Home / Blog / 19-05-02 - Statistical Testing
For a long time I’ve wanted to explore using statistics to determine how many tests are needed to test for errors. The question I have is that, for a set of n records, if we want to be say 99.9% sure none contain an error, how many would be need to test at random to reach a point where we can be statistically, say, 99.9% sure there are no errors.
The Basics
Tests with a fixed number of options / records to test
If I have a die and there is a chance the number has not been printed on one side, how many times would I need to roll the die to be 99% sure all sides contain a number?

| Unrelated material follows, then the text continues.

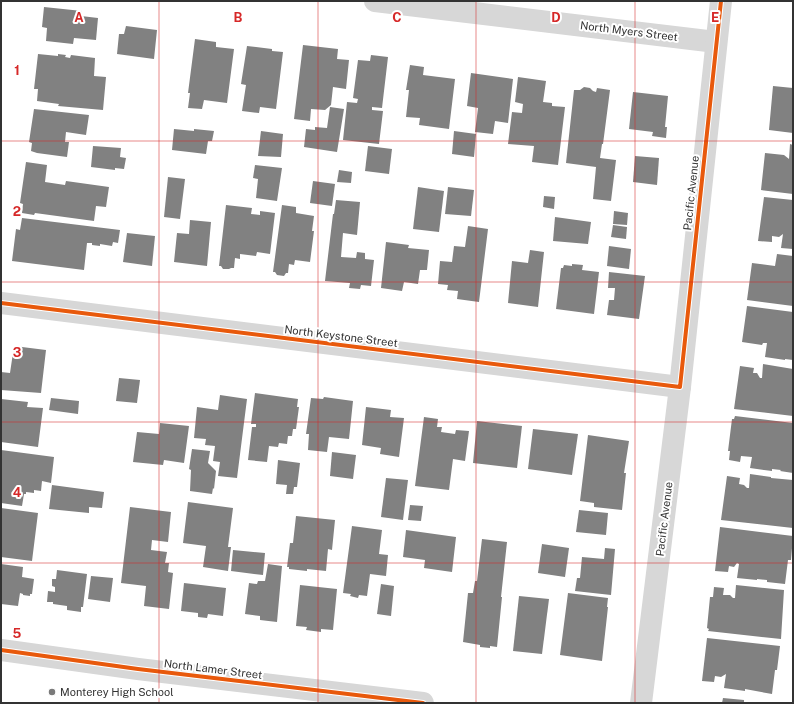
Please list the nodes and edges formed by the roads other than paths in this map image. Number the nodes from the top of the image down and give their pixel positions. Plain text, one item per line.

Lets assume there is a fault on one side of the die (and I can only see the top face of the die each time I roll it) - how many times would I need to roll the die to be 99% sure I’ll find it?
This isn’t easy to calculate. We need to work out all the combinations of die sides on top (after n throws). These will include throws with our bad side on top.
First Roll
- 6 options, 1 is the bad side so chance of finding it is 1/6.
Calculation - 1/6 = 16.7%
Second Roll
- If role 1 finds a bad side then we stop, there is a 1/6 chance of this.
- If roll one finds a good side (there is a 5/6 chance of this), we roll again.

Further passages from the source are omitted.